Il problema è che la distruzione intenzionale di edifici religiosi, di strutture aventi il fine dell’educazione, dello sviluppo delle arti, dell’avanzamento della scienza o della promozione di iniziative caritatevoli, nonché di monumenti storici od ospedali, è prevista come crimine dallo Statuto della Corte penale Internazionale ( art.8,2,ix) solo se commessa nell’ambito di una guerra vera e propria e purchè non si tratti di obiettivi militari. Purtroppo, gli anni recenti ci hanno abituato a conflitti che non rientrano più nella nozione di guerra elaborata dal diritto internazionale. Quasi mai il conflitto investe due o più stati ‘ufficialmente’ nemici; quasi mai a contendersi il terreno sono due o più eserciti tradizionali; quasi sempre la guerra moderna si rivolge deliberatamente contro le popolazioni civili, terrorizzandole, seminando la morte, costringendole ad abbandonare le proprie case, le proprie tradizioni, la stessa cultura su cui si fonda la loro esistenza.
Contro questo nuovo tipo di distruzione del patrimonio culturale mondiale la comunità internazionale ( espressa ormai dalle nazioni Unite ) si trova quasi sempre impotente o paralizzata dai ‘veti’ di una delle potenze che dalla fine della seconda guerra mondiale dominano il Consiglio di Sicurezza dell’ONU.

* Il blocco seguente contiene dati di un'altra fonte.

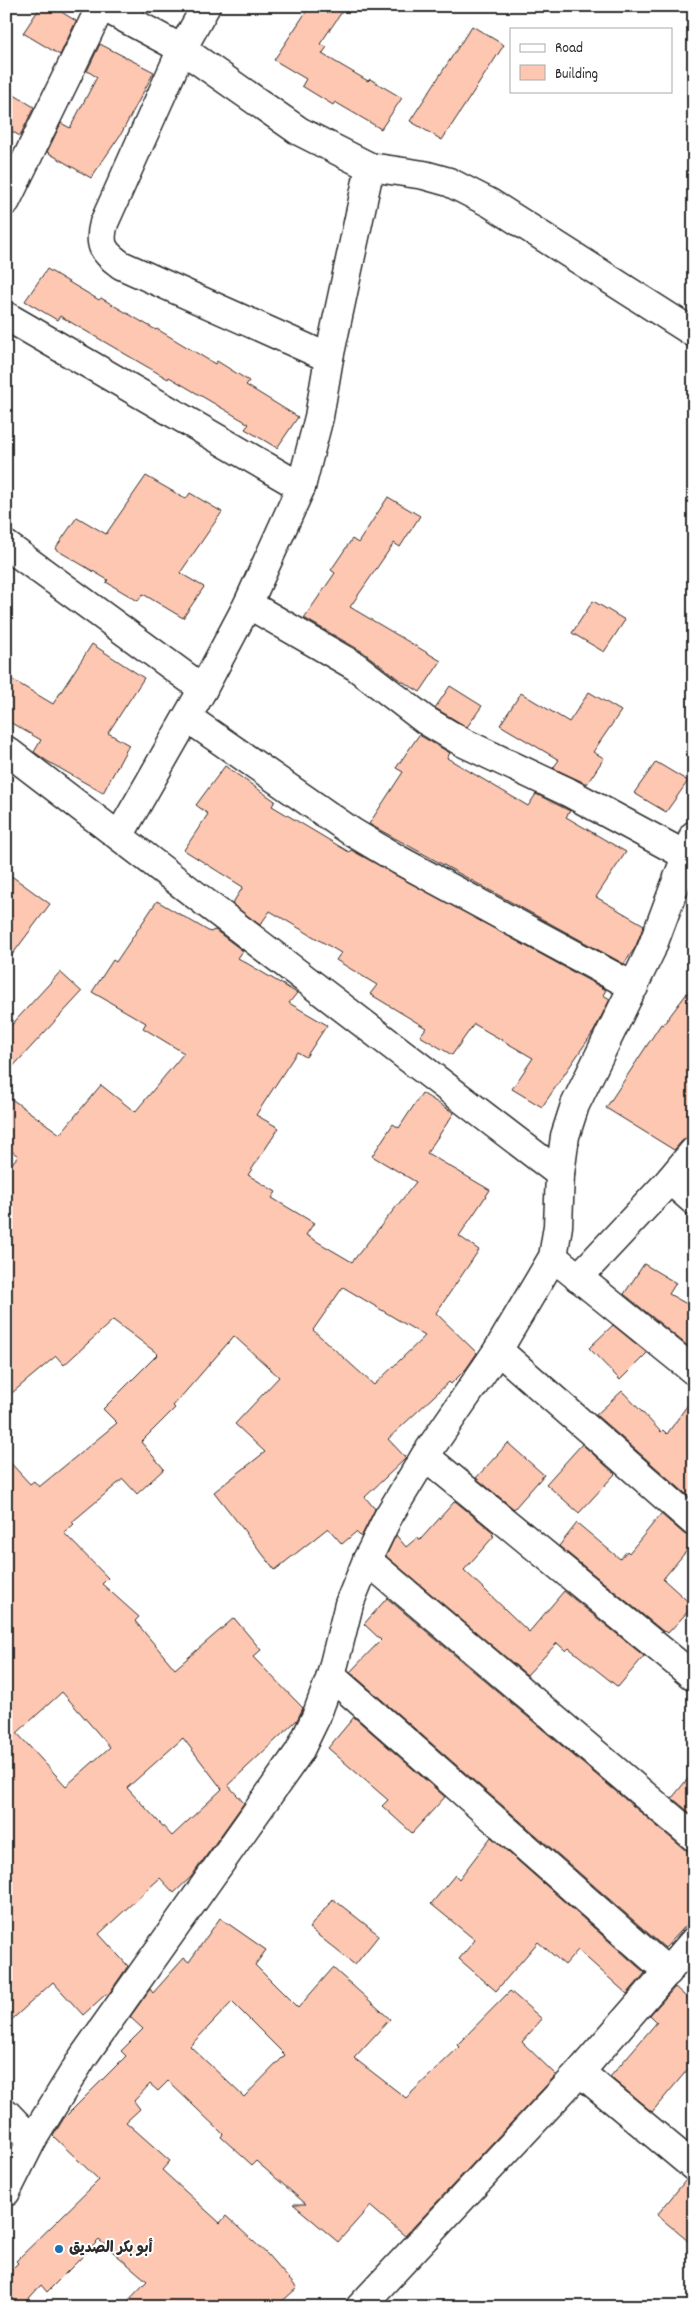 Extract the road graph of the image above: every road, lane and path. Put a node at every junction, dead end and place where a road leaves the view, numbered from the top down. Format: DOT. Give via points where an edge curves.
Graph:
graph roads {
  1 [pos="102,6"];
  2 [pos="206,6"];
  3 [pos="182,49"];
  4 [pos="370,167"];
  5 [pos="8,189"];
  6 [pos="6,316"];
  7 [pos="694,333"];
  8 [pos="329,358"];
  9 [pos="301,487"];
  10 [pos="6,545"];
  11 [pos="248,604"];
  12 [pos="203,689"];
  13 [pos="188,718"];
  14 [pos="6,750"];
  15 [pos="119,836"];
  16 [pos="689,845"];
  17 [pos="634,987"];
  18 [pos="694,1151"];
  19 [pos="560,1174"];
  20 [pos="670,1180"];
  21 [pos="694,1201"];
  22 [pos="552,1257"];
  23 [pos="578,1278"];
  24 [pos="498,1350"];
  25 [pos="694,1371"];
  26 [pos="424,1456"];
  27 [pos="694,1522"];
  28 [pos="367,1560"];
  29 [pos="331,1676"];
  30 [pos="694,1677"];
  31 [pos="694,1837"];
  32 [pos="694,1941"];
  33 [pos="668,1972"];
  34 [pos="580,2072"];
  35 [pos="6,2113"];
  36 [pos="32,2140"];
  37 [pos="694,2167"];
  38 [pos="6,2192"];
  39 [pos="360,2307"];
  1 -- 3 [label="street"];
  1 -- 5 [label="street"];
  2 -- 3 [label="street"];
  3 -- 4 [label="street" via="299,132"];
  3 -- 8 [label="street" via="104,223 102,244 108,255 121,265"];
  4 -- 7 [label="street" via="449,182 490,203"];
  4 -- 8 [label="street"];
  6 -- 9 [label="street"];
  8 -- 9 [label="street" via="319,417"];
  9 -- 11 [label="street"];
  10 -- 12 [label="street"];
  11 -- 12 [label="street"];
  11 -- 16 [label="street" via="355,666 425,720 462,742"];
  12 -- 13 [label="street"];
  13 -- 15 [label="street"];
  13 -- 17 [label="street" via="352,832"];
  14 -- 15 [label="street"];
  15 -- 19 [label="street"];
  16 -- 17 [label="street"];
  17 -- 19 [label="street" via="575,1105 565,1136"];
  18 -- 20 [label="street"];
  19 -- 22 [label="street" via="558,1226"];
  20 -- 21 [label="street"];
  20 -- 23 [label="street"];
  22 -- 23 [label="street"];
  22 -- 24 [label="street"];
  23 -- 25 [label="street"];
  24 -- 26 [label="street"];
  24 -- 27 [label="street"];
  26 -- 28 [label="street"];
  26 -- 30 [label="street"];
  28 -- 29 [label="street" via="349,1604"];
  28 -- 31 [label="street"];
  29 -- 33 [label="street"];
  29 -- 36 [label="street" via="299,1752 83,2057"];
  32 -- 33 [label="street"];
  33 -- 34 [label="street"];
  34 -- 37 [label="street"];
  34 -- 39 [label="street"];
  35 -- 36 [label="street"];
  36 -- 38 [label="street"];
} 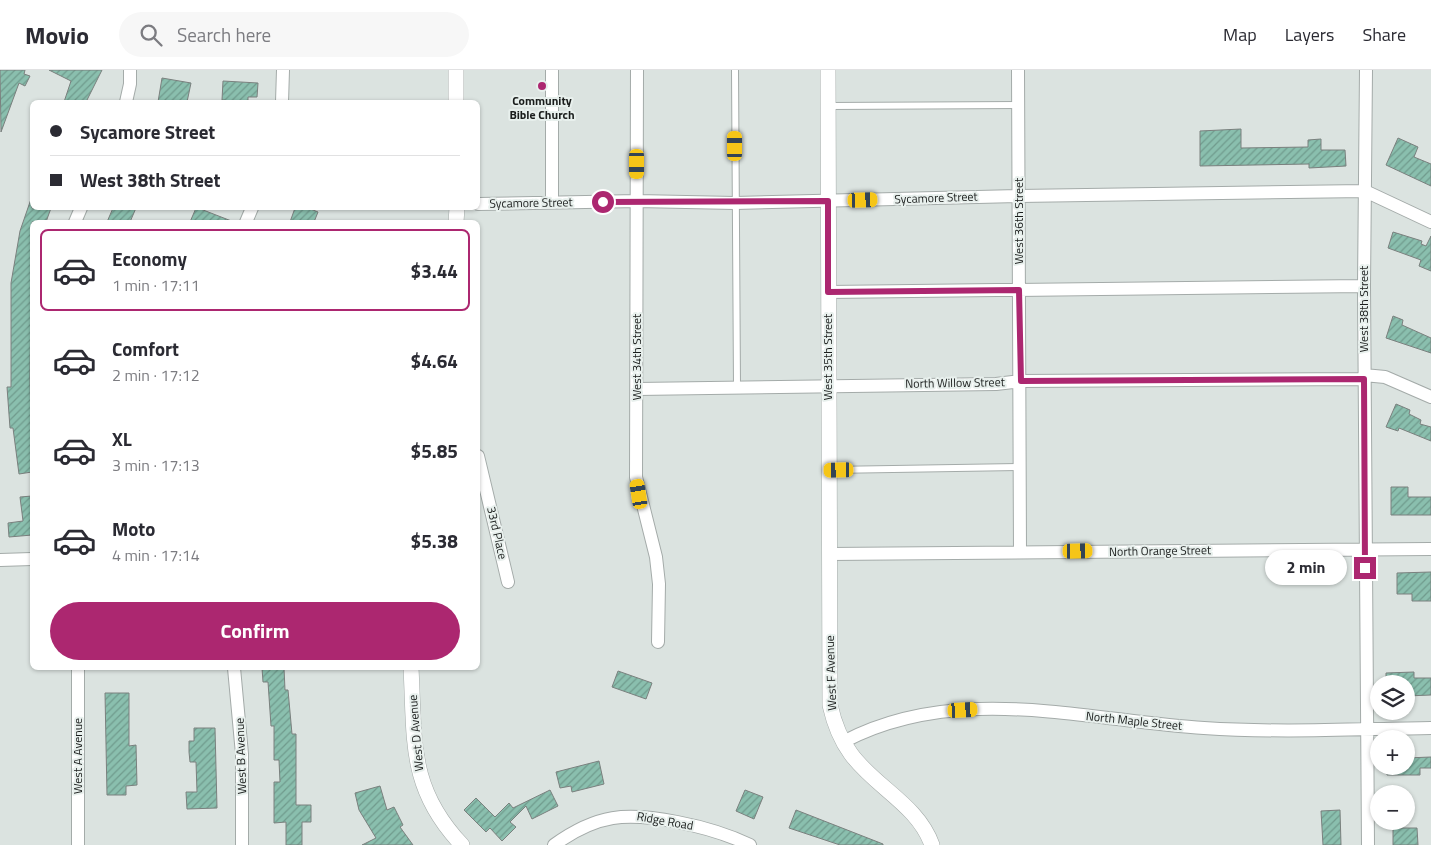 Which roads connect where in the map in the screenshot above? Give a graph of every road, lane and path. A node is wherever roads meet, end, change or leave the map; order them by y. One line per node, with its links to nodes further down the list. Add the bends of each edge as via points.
1 (130, 70): 10 (street)
2 (283, 70): 11 (street)
3 (456, 70): 12 (street)
4 (552, 70): 19 (street)
5 (637, 70): 17 (street, West 34th Street)
6 (735, 70): 20 (lane)
7 (828, 70): 14 (street, West 35th Street)
8 (1018, 70): 13 (street, West 36th Street)
9 (1366, 70): 15 (street, West 38th Street)
10 (126, 100)
11 (282, 100)
12 (456, 100)
13 (1018, 105): 14 (lane); 16 (street, West 36th Street)
14 (828, 106): 18 (street, West 35th Street)
15 (1365, 191): 16 (street, Sycamore Street); 22 (street); 23 (street, West 38th Street)
16 (1019, 196): 18 (street, Sycamore Street); 24 (street, West 36th Street)
17 (637, 201): 19 (street, Sycamore Street); 20 (street, Sycamore Street); 30 (street, West 34th Street)
18 (828, 201): 20 (street, Sycamore Street); 25 (street, West 35th Street)
19 (552, 202): 21 (street, Sycamore Street)
20 (735, 203): 29 (lane)
21 (480, 204)
22 (1431, 222)
23 (1364, 286): 24 (street); 26 (street, West 38th Street)
24 (1019, 290): 25 (street); 27 (street, West 36th Street)
25 (828, 292): 28 (street, West 35th Street)
26 (1364, 377): 27 (street, North Willow Street); 31 (street, North Willow Street, via 1385,377); 36 (street, West 38th Street)
27 (1021, 381): 28 (street, North Willow Street); 33 (street, West 36th Street)
28 (828, 385): 29 (street, North Willow Street); 34 (street, West 35th Street)
29 (737, 386): 30 (street, North Willow Street)
30 (637, 389): 42 (street, West 34th Street, via 636,477 656,556)
31 (1431, 397)
32 (480, 464): 41 (street, 33rd Place)
33 (1020, 467): 34 (lane); 37 (street, West 36th Street)
34 (828, 470): 38 (street, West 35th Street)
35 (1431, 548): 36 (street, North Orange Street)
36 (1365, 549): 37 (street, North Orange Street); 47 (street, West 38th Street)
37 (1020, 552): 38 (street, North Orange Street)
38 (828, 554): 48 (street, West F Avenue, via 830,705)
39 (0, 560): 40 (street)
40 (30, 560)
41 (508, 582)
42 (658, 642)
43 (78, 670): 49 (street, West A Avenue)
44 (234, 670): 50 (street, West B Avenue, via 242,754)
45 (411, 670): 51 (street, West D Avenue, via 414,742 420,776 437,816)
46 (1431, 728): 47 (street, North Maple Street)
47 (1366, 729): 48 (street, North Maple Street, via 1205,728 1003,708 963,710 904,720 862,732); 55 (street, West 38th Street)
48 (843, 742): 54 (street, West F Avenue, via 862,767 916,817)
49 (78, 845)
50 (242, 845)
51 (462, 845)
52 (554, 845): 53 (street, Ridge Road, via 588,824 626,815 694,826)
53 (750, 845)
54 (932, 845)
55 (1368, 845) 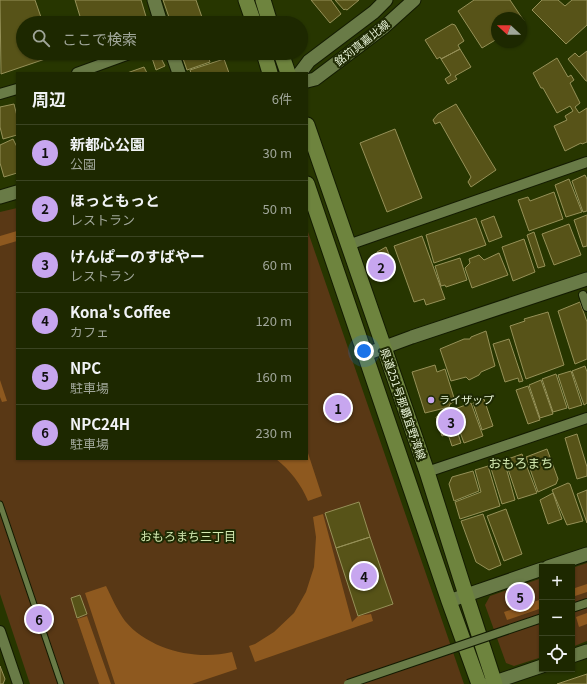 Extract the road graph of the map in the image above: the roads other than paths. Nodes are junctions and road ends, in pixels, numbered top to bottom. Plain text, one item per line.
1 (154, 0) edge
2 (246, 0) edge
3 (263, 0) edge
4 (386, 0) edge
5 (414, 0) edge
6 (160, 16) edge
7 (252, 16) edge
8 (268, 16) edge
9 (113, 60) edge
10 (174, 60) edge
11 (266, 60) edge
12 (283, 60) edge
13 (80, 72) edge
14 (179, 72) edge
15 (270, 72) edge
16 (288, 72) edge
17 (301, 72) edge
18 (308, 81) edge
19 (16, 89) edge
20 (0, 94) edge
21 (308, 128) edge
22 (587, 162) edge
23 (308, 187) edge
24 (16, 192) edge
25 (0, 197) edge
26 (348, 245) junction
27 (587, 279) edge
28 (583, 295) dead end
29 (587, 307) edge
30 (384, 348) junction
31 (366, 354) junction
32 (587, 418) edge
33 (427, 472) junction
34 (0, 504) edge
35 (587, 554) edge
36 (557, 564) edge
37 (539, 570) edge
38 (466, 595) junction
39 (449, 600) junction
40 (587, 603) edge
41 (575, 607) edge
42 (539, 619) edge
43 (0, 631) edge
44 (587, 651) edge
45 (575, 655) edge
46 (539, 667) edge
47 (493, 683) edge
48 (18, 684) edge
49 (60, 684) edge
50 (348, 684) edge
51 (479, 684) edge

1 - 6 street
2 - 7 main road
3 - 8 main road
4 - 17 street, 銘苅真嘉比線
5 - 18 street, 銘苅真嘉比線
9 - 13 street
10 - 14 street
11 - 15 main road
12 - 16 main road
19 - 20 street
21 - 26 main road, 県道251号那覇宜野湾線
22 - 26 street
23 - 31 main road, 県道251号那覇宜野湾線
24 - 25 street
26 - 30 main road, 県道251号那覇宜野湾線
27 - 30 street
28 - 29 street
30 - 31 street
30 - 33 main road, 県道251号那覇宜野湾線
31 - 39 main road, 県道251号那覇宜野湾線
32 - 33 street
33 - 38 main road, 県道251号那覇宜野湾線
34 - 49 lane
35 - 36 street
37 - 38 street
38 - 39 street
38 - 47 main road, 県道251号那覇宜野湾線
39 - 51 main road, 県道251号那覇宜野湾線
40 - 41 street
42 - 50 street, bridge
43 - 48 street
44 - 45 street
46 - 47 street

Siamo convinti tuttavia che la distruzione deliberata di ben facenti parte del patrimonio culturale dell’umanità, quale si sta compiendo in Iraq da parte delle forze dell’Isis ( e quale si era già realizzata all’alba di questo millennio , quando i Talebani fecero saltare con l’esplosivo i mirabili Budda di Bamyian, in Afghanistan ) debba essere riconosciuta al più presto dalla comunità internazionale non come un crimine connesso solo a una condizione di vera e propria “guerra”, ma come un crimine che può essere commesso da chiunque e in qualunque circostanza.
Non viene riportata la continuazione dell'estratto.